Data entries:
____________

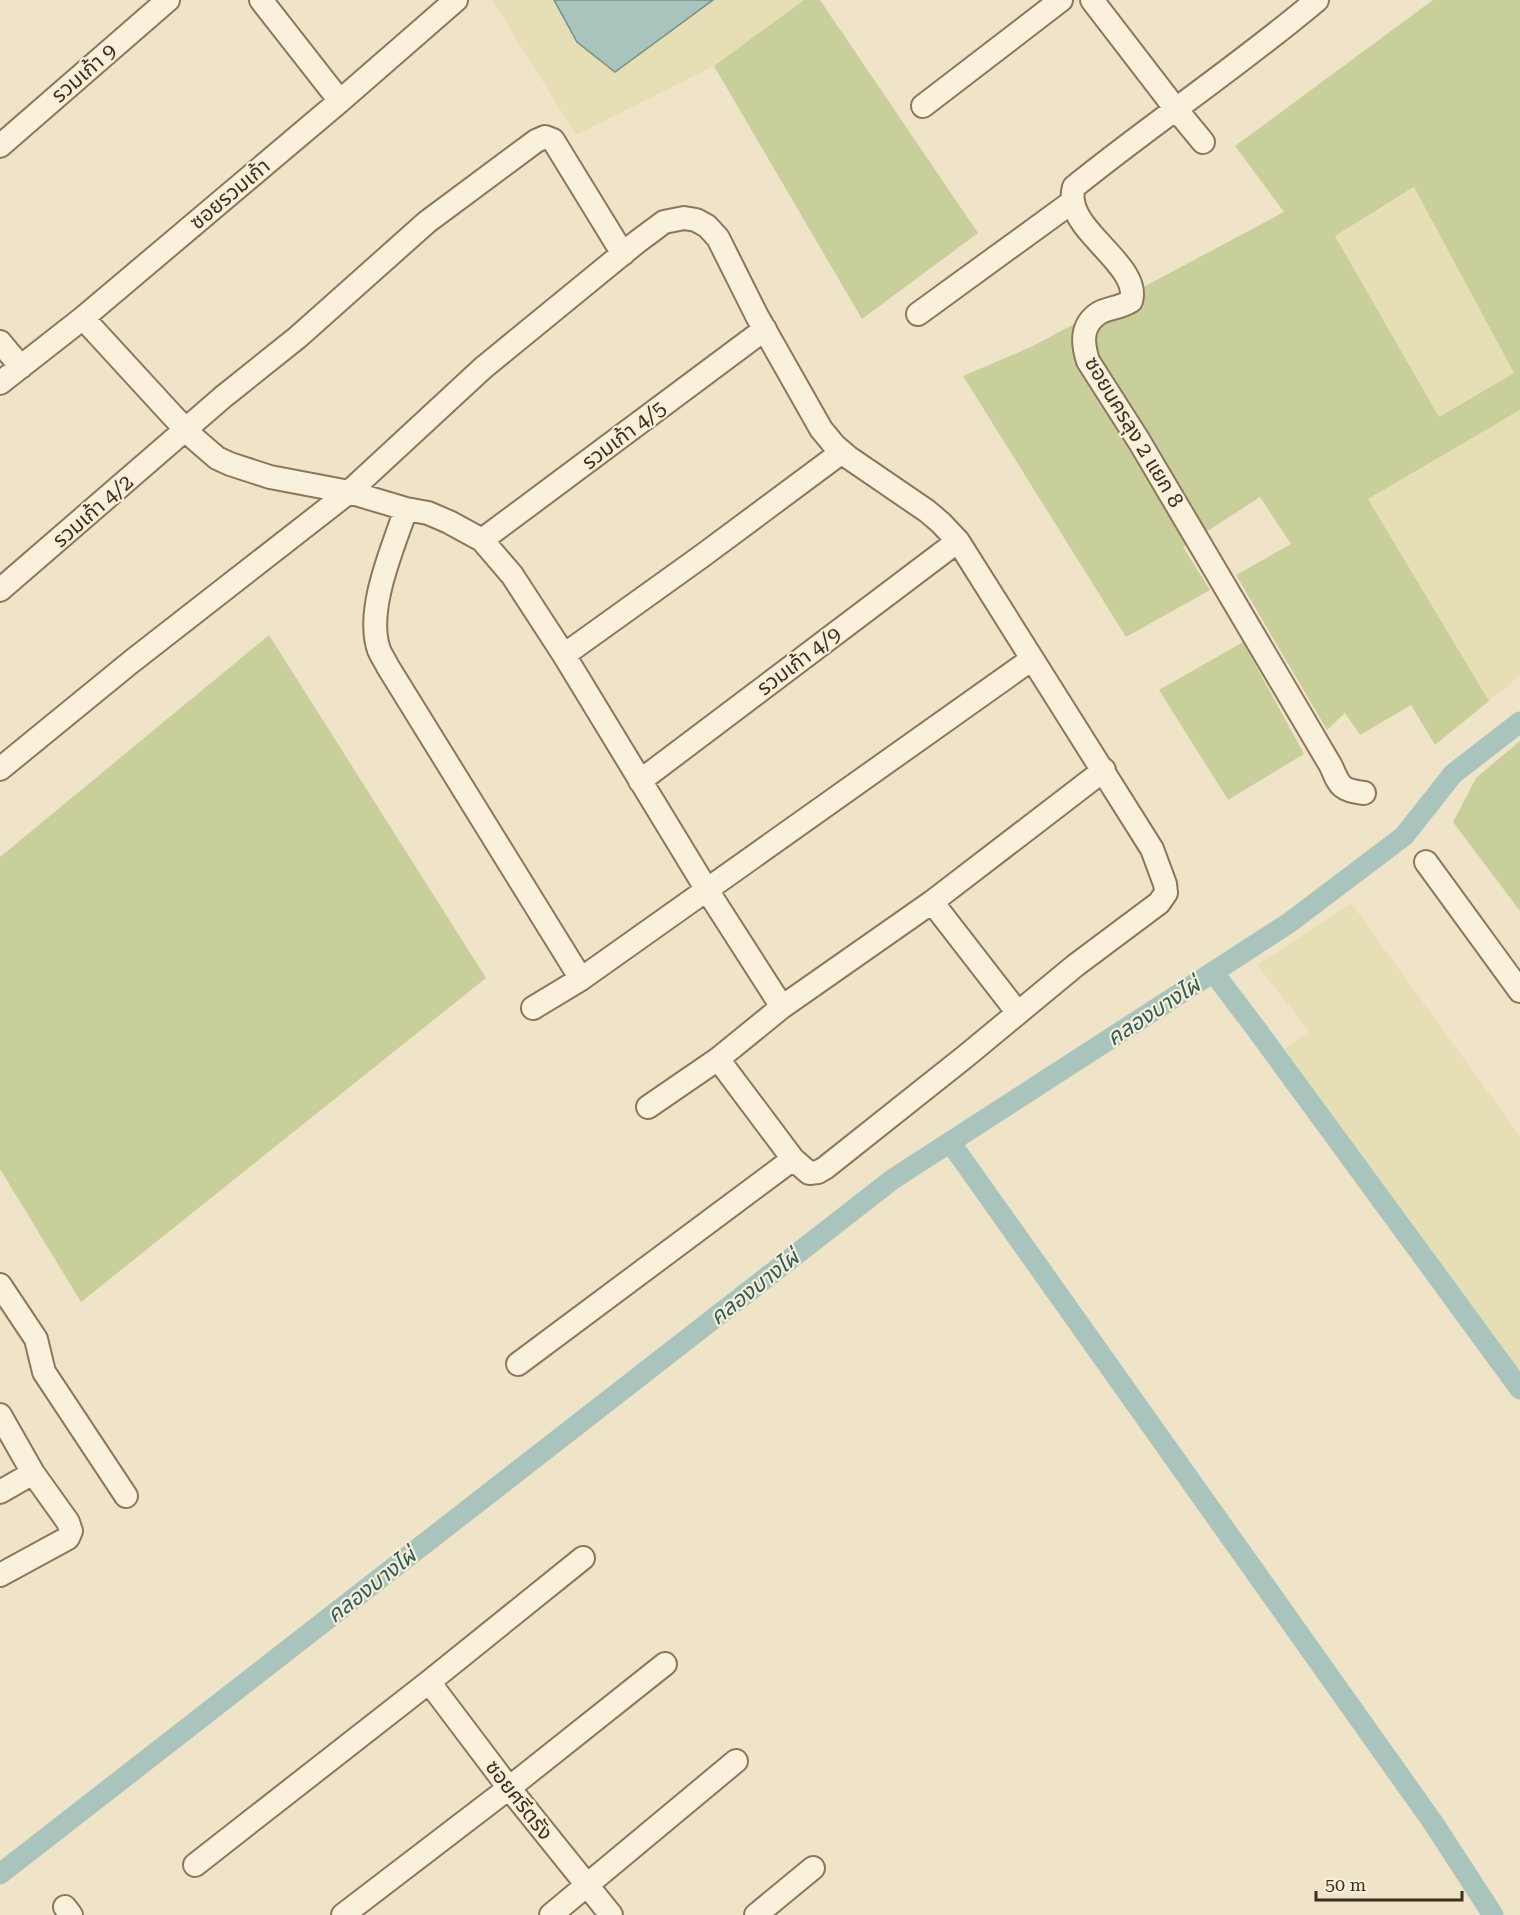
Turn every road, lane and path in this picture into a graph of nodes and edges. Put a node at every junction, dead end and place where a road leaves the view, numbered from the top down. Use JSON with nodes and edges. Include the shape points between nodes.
{"nodes":[{"id":1,"x":168,"y":0,"type":"edge"},
{"id":2,"x":261,"y":0,"type":"edge"},
{"id":3,"x":456,"y":0,"type":"edge"},
{"id":4,"x":1061,"y":0,"type":"edge"},
{"id":5,"x":1092,"y":0,"type":"edge"},
{"id":6,"x":1317,"y":0,"type":"edge"},
{"id":7,"x":433,"y":8,"type":"edge"},
{"id":8,"x":340,"y":101,"type":"junction"},
{"id":9,"x":922,"y":106,"type":"dead end"},
{"id":10,"x":1175,"y":108,"type":"junction"},
{"id":11,"x":1203,"y":142,"type":"dead end"},
{"id":12,"x":0,"y":146,"type":"edge"},
{"id":13,"x":1072,"y":202,"type":"junction"},
{"id":14,"x":623,"y":254,"type":"junction"},
{"id":15,"x":918,"y":314,"type":"dead end"},
{"id":16,"x":83,"y":318,"type":"junction"},
{"id":17,"x":765,"y":329,"type":"junction"},
{"id":18,"x":0,"y":342,"type":"edge"},
{"id":19,"x":21,"y":367,"type":"junction"},
{"id":20,"x":0,"y":383,"type":"edge"},
{"id":21,"x":186,"y":430,"type":"junction"},
{"id":22,"x":842,"y":452,"type":"junction"},
{"id":23,"x":349,"y":492,"type":"junction"},
{"id":24,"x":406,"y":509,"type":"junction"},
{"id":25,"x":482,"y":540,"type":"junction"},
{"id":26,"x":958,"y":541,"type":"junction"},
{"id":27,"x":0,"y":590,"type":"edge"},
{"id":28,"x":564,"y":655,"type":"junction"},
{"id":29,"x":1032,"y":659,"type":"junction"},
{"id":30,"x":0,"y":769,"type":"edge"},
{"id":31,"x":1104,"y":770,"type":"junction"},
{"id":32,"x":640,"y":782,"type":"junction"},
{"id":33,"x":1364,"y":793,"type":"dead end"},
{"id":34,"x":1426,"y":862,"type":"dead end"},
{"id":35,"x":707,"y":890,"type":"junction"},
{"id":36,"x":932,"y":902,"type":"junction"},
{"id":37,"x":581,"y":979,"type":"junction"},
{"id":38,"x":1520,"y":991,"type":"edge"},
{"id":39,"x":782,"y":1007,"type":"junction"},
{"id":40,"x":533,"y":1008,"type":"dead end"},
{"id":41,"x":1018,"y":1013,"type":"junction"},
{"id":42,"x":718,"y":1059,"type":"junction"},
{"id":43,"x":648,"y":1107,"type":"dead end"},
{"id":44,"x":793,"y":1159,"type":"junction"},
{"id":45,"x":0,"y":1285,"type":"edge"},
{"id":46,"x":518,"y":1364,"type":"dead end"},
{"id":47,"x":0,"y":1415,"type":"edge"},
{"id":48,"x":33,"y":1473,"type":"junction"},
{"id":49,"x":0,"y":1491,"type":"edge"},
{"id":50,"x":126,"y":1496,"type":"dead end"},
{"id":51,"x":583,"y":1558,"type":"dead end"},
{"id":52,"x":0,"y":1575,"type":"edge"},
{"id":53,"x":665,"y":1664,"type":"dead end"},
{"id":54,"x":429,"y":1682,"type":"junction"},
{"id":55,"x":736,"y":1761,"type":"dead end"},
{"id":56,"x":509,"y":1788,"type":"junction"},
{"id":57,"x":195,"y":1865,"type":"dead end"},
{"id":58,"x":813,"y":1868,"type":"dead end"},
{"id":59,"x":587,"y":1886,"type":"junction"},
{"id":60,"x":342,"y":1915,"type":"edge"},
{"id":61,"x":551,"y":1915,"type":"edge"},
{"id":62,"x":611,"y":1915,"type":"edge"},
{"id":63,"x":756,"y":1915,"type":"edge"}],
"edges":[{"from":1,"to":12,"type":"street","name":"รวมเก้า 9"},
{"from":2,"to":8,"type":"street"},
{"from":3,"to":7,"type":"street","name":"ซอยรวมเก้า"},
{"from":4,"to":9,"type":"street"},
{"from":5,"to":10,"type":"street"},
{"from":6,"to":10,"type":"street"},
{"from":7,"to":8,"type":"street","name":"ซอยรวมเก้า"},
{"from":8,"to":16,"type":"street","name":"ซอยรวมเก้า"},
{"from":10,"to":11,"type":"street"},
{"from":10,"to":13,"type":"street","via":[[1074,187]]},
{"from":13,"to":15,"type":"street"},
{"from":13,"to":33,"type":"street","name":"ซอยนครลุง 2 แยก 8","via":[[1083,223],[1123,270],[1133,293],[1131,301],[1100,312],[1088,323],[1083,347],[1088,361],[1220,577],[1339,784],[1345,790]]},
{"from":14,"to":17,"type":"street","via":[[664,222],[696,220],[718,238]]},
{"from":14,"to":21,"type":"street","name":"รวมเก้า 4/2","via":[[553,140],[545,137],[427,222]]},
{"from":14,"to":23,"type":"street","via":[[483,368]]},
{"from":16,"to":19,"type":"street","name":"ซอยรวมเก้า"},
{"from":16,"to":21,"type":"street"},
{"from":17,"to":22,"type":"street","via":[[821,429]]},
{"from":17,"to":25,"type":"street","name":"รวมเก้า 4/5"},
{"from":18,"to":19,"type":"street"},
{"from":19,"to":20,"type":"street","name":"ซอยรวมเก้า"},
{"from":21,"to":23,"type":"street","via":[[230,464],[270,477]]},
{"from":21,"to":27,"type":"street","name":"รวมเก้า 4/2"},
{"from":22,"to":26,"type":"street","via":[[927,511]]},
{"from":22,"to":28,"type":"street"},
{"from":23,"to":24,"type":"street"},
{"from":23,"to":30,"type":"street"},
{"from":24,"to":25,"type":"street","via":[[428,513]]},
{"from":24,"to":37,"type":"street","via":[[376,600],[378,649]]},
{"from":25,"to":28,"type":"street","via":[[512,575]]},
{"from":26,"to":29,"type":"street"},
{"from":26,"to":32,"type":"street","name":"รวมเก้า 4/9"},
{"from":28,"to":32,"type":"street"},
{"from":29,"to":31,"type":"street"},
{"from":29,"to":35,"type":"street"},
{"from":31,"to":36,"type":"street"},
{"from":31,"to":41,"type":"street","via":[[1152,849],[1166,893],[1159,903]]},
{"from":32,"to":35,"type":"street"},
{"from":34,"to":38,"type":"street"},
{"from":35,"to":37,"type":"street"},
{"from":35,"to":39,"type":"street"},
{"from":36,"to":39,"type":"street"},
{"from":36,"to":41,"type":"street"},
{"from":37,"to":40,"type":"street"},
{"from":39,"to":42,"type":"street"},
{"from":41,"to":44,"type":"street","via":[[825,1168],[809,1173]]},
{"from":42,"to":43,"type":"street"},
{"from":42,"to":44,"type":"street"},
{"from":44,"to":46,"type":"street"},
{"from":45,"to":50,"type":"street","via":[[36,1338],[44,1372]]},
{"from":47,"to":48,"type":"street"},
{"from":48,"to":49,"type":"street"},
{"from":48,"to":52,"type":"street","via":[[68,1522],[70,1536]]},
{"from":51,"to":54,"type":"street"},
{"from":53,"to":56,"type":"street"},
{"from":54,"to":56,"type":"street","name":"ซอยศรีตรัง"},
{"from":54,"to":57,"type":"street"},
{"from":55,"to":59,"type":"street"},
{"from":56,"to":59,"type":"street","name":"ซอยศรีตรัง"},
{"from":56,"to":60,"type":"street"},
{"from":58,"to":63,"type":"street"},
{"from":59,"to":61,"type":"street"},
{"from":59,"to":62,"type":"street","name":"ซอยศรีตรัง"}]}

____________

→ What is expected
Each word of the data should be repeated exactly, and the pictures left out.

→ Exercise solution
Turn every road, lane and path in this picture into a graph of nodes and edges. Put a node at every junction, dead end and place where a road leaves the view, numbered from the top down. Use JSON with nodes and edges. Include the shape points between nodes.
{"nodes":[{"id":1,"x":168,"y":0,"type":"edge"},
{"id":2,"x":261,"y":0,"type":"edge"},
{"id":3,"x":456,"y":0,"type":"edge"},
{"id":4,"x":1061,"y":0,"type":"edge"},
{"id":5,"x":1092,"y":0,"type":"edge"},
{"id":6,"x":1317,"y":0,"type":"edge"},
{"id":7,"x":433,"y":8,"type":"edge"},
{"id":8,"x":340,"y":101,"type":"junction"},
{"id":9,"x":922,"y":106,"type":"dead end"},
{"id":10,"x":1175,"y":108,"type":"junction"},
{"id":11,"x":1203,"y":142,"type":"dead end"},
{"id":12,"x":0,"y":146,"type":"edge"},
{"id":13,"x":1072,"y":202,"type":"junction"},
{"id":14,"x":623,"y":254,"type":"junction"},
{"id":15,"x":918,"y":314,"type":"dead end"},
{"id":16,"x":83,"y":318,"type":"junction"},
{"id":17,"x":765,"y":329,"type":"junction"},
{"id":18,"x":0,"y":342,"type":"edge"},
{"id":19,"x":21,"y":367,"type":"junction"},
{"id":20,"x":0,"y":383,"type":"edge"},
{"id":21,"x":186,"y":430,"type":"junction"},
{"id":22,"x":842,"y":452,"type":"junction"},
{"id":23,"x":349,"y":492,"type":"junction"},
{"id":24,"x":406,"y":509,"type":"junction"},
{"id":25,"x":482,"y":540,"type":"junction"},
{"id":26,"x":958,"y":541,"type":"junction"},
{"id":27,"x":0,"y":590,"type":"edge"},
{"id":28,"x":564,"y":655,"type":"junction"},
{"id":29,"x":1032,"y":659,"type":"junction"},
{"id":30,"x":0,"y":769,"type":"edge"},
{"id":31,"x":1104,"y":770,"type":"junction"},
{"id":32,"x":640,"y":782,"type":"junction"},
{"id":33,"x":1364,"y":793,"type":"dead end"},
{"id":34,"x":1426,"y":862,"type":"dead end"},
{"id":35,"x":707,"y":890,"type":"junction"},
{"id":36,"x":932,"y":902,"type":"junction"},
{"id":37,"x":581,"y":979,"type":"junction"},
{"id":38,"x":1520,"y":991,"type":"edge"},
{"id":39,"x":782,"y":1007,"type":"junction"},
{"id":40,"x":533,"y":1008,"type":"dead end"},
{"id":41,"x":1018,"y":1013,"type":"junction"},
{"id":42,"x":718,"y":1059,"type":"junction"},
{"id":43,"x":648,"y":1107,"type":"dead end"},
{"id":44,"x":793,"y":1159,"type":"junction"},
{"id":45,"x":0,"y":1285,"type":"edge"},
{"id":46,"x":518,"y":1364,"type":"dead end"},
{"id":47,"x":0,"y":1415,"type":"edge"},
{"id":48,"x":33,"y":1473,"type":"junction"},
{"id":49,"x":0,"y":1491,"type":"edge"},
{"id":50,"x":126,"y":1496,"type":"dead end"},
{"id":51,"x":583,"y":1558,"type":"dead end"},
{"id":52,"x":0,"y":1575,"type":"edge"},
{"id":53,"x":665,"y":1664,"type":"dead end"},
{"id":54,"x":429,"y":1682,"type":"junction"},
{"id":55,"x":736,"y":1761,"type":"dead end"},
{"id":56,"x":509,"y":1788,"type":"junction"},
{"id":57,"x":195,"y":1865,"type":"dead end"},
{"id":58,"x":813,"y":1868,"type":"dead end"},
{"id":59,"x":587,"y":1886,"type":"junction"},
{"id":60,"x":342,"y":1915,"type":"edge"},
{"id":61,"x":551,"y":1915,"type":"edge"},
{"id":62,"x":611,"y":1915,"type":"edge"},
{"id":63,"x":756,"y":1915,"type":"edge"}],
"edges":[{"from":1,"to":12,"type":"street","name":"รวมเก้า 9"},
{"from":2,"to":8,"type":"street"},
{"from":3,"to":7,"type":"street","name":"ซอยรวมเก้า"},
{"from":4,"to":9,"type":"street"},
{"from":5,"to":10,"type":"street"},
{"from":6,"to":10,"type":"street"},
{"from":7,"to":8,"type":"street","name":"ซอยรวมเก้า"},
{"from":8,"to":16,"type":"street","name":"ซอยรวมเก้า"},
{"from":10,"to":11,"type":"street"},
{"from":10,"to":13,"type":"street","via":[[1074,187]]},
{"from":13,"to":15,"type":"street"},
{"from":13,"to":33,"type":"street","name":"ซอยนครลุง 2 แยก 8","via":[[1083,223],[1123,270],[1133,293],[1131,301],[1100,312],[1088,323],[1083,347],[1088,361],[1220,577],[1339,784],[1345,790]]},
{"from":14,"to":17,"type":"street","via":[[664,222],[696,220],[718,238]]},
{"from":14,"to":21,"type":"street","name":"รวมเก้า 4/2","via":[[553,140],[545,137],[427,222]]},
{"from":14,"to":23,"type":"street","via":[[483,368]]},
{"from":16,"to":19,"type":"street","name":"ซอยรวมเก้า"},
{"from":16,"to":21,"type":"street"},
{"from":17,"to":22,"type":"street","via":[[821,429]]},
{"from":17,"to":25,"type":"street","name":"รวมเก้า 4/5"},
{"from":18,"to":19,"type":"street"},
{"from":19,"to":20,"type":"street","name":"ซอยรวมเก้า"},
{"from":21,"to":23,"type":"street","via":[[230,464],[270,477]]},
{"from":21,"to":27,"type":"street","name":"รวมเก้า 4/2"},
{"from":22,"to":26,"type":"street","via":[[927,511]]},
{"from":22,"to":28,"type":"street"},
{"from":23,"to":24,"type":"street"},
{"from":23,"to":30,"type":"street"},
{"from":24,"to":25,"type":"street","via":[[428,513]]},
{"from":24,"to":37,"type":"street","via":[[376,600],[378,649]]},
{"from":25,"to":28,"type":"street","via":[[512,575]]},
{"from":26,"to":29,"type":"street"},
{"from":26,"to":32,"type":"street","name":"รวมเก้า 4/9"},
{"from":28,"to":32,"type":"street"},
{"from":29,"to":31,"type":"street"},
{"from":29,"to":35,"type":"street"},
{"from":31,"to":36,"type":"street"},
{"from":31,"to":41,"type":"street","via":[[1152,849],[1166,893],[1159,903]]},
{"from":32,"to":35,"type":"street"},
{"from":34,"to":38,"type":"street"},
{"from":35,"to":37,"type":"street"},
{"from":35,"to":39,"type":"street"},
{"from":36,"to":39,"type":"street"},
{"from":36,"to":41,"type":"street"},
{"from":37,"to":40,"type":"street"},
{"from":39,"to":42,"type":"street"},
{"from":41,"to":44,"type":"street","via":[[825,1168],[809,1173]]},
{"from":42,"to":43,"type":"street"},
{"from":42,"to":44,"type":"street"},
{"from":44,"to":46,"type":"street"},
{"from":45,"to":50,"type":"street","via":[[36,1338],[44,1372]]},
{"from":47,"to":48,"type":"street"},
{"from":48,"to":49,"type":"street"},
{"from":48,"to":52,"type":"street","via":[[68,1522],[70,1536]]},
{"from":51,"to":54,"type":"street"},
{"from":53,"to":56,"type":"street"},
{"from":54,"to":56,"type":"street","name":"ซอยศรีตรัง"},
{"from":54,"to":57,"type":"street"},
{"from":55,"to":59,"type":"street"},
{"from":56,"to":59,"type":"street","name":"ซอยศรีตรัง"},
{"from":56,"to":60,"type":"street"},
{"from":58,"to":63,"type":"street"},
{"from":59,"to":61,"type":"street"},
{"from":59,"to":62,"type":"street","name":"ซอยศรีตรัง"}]}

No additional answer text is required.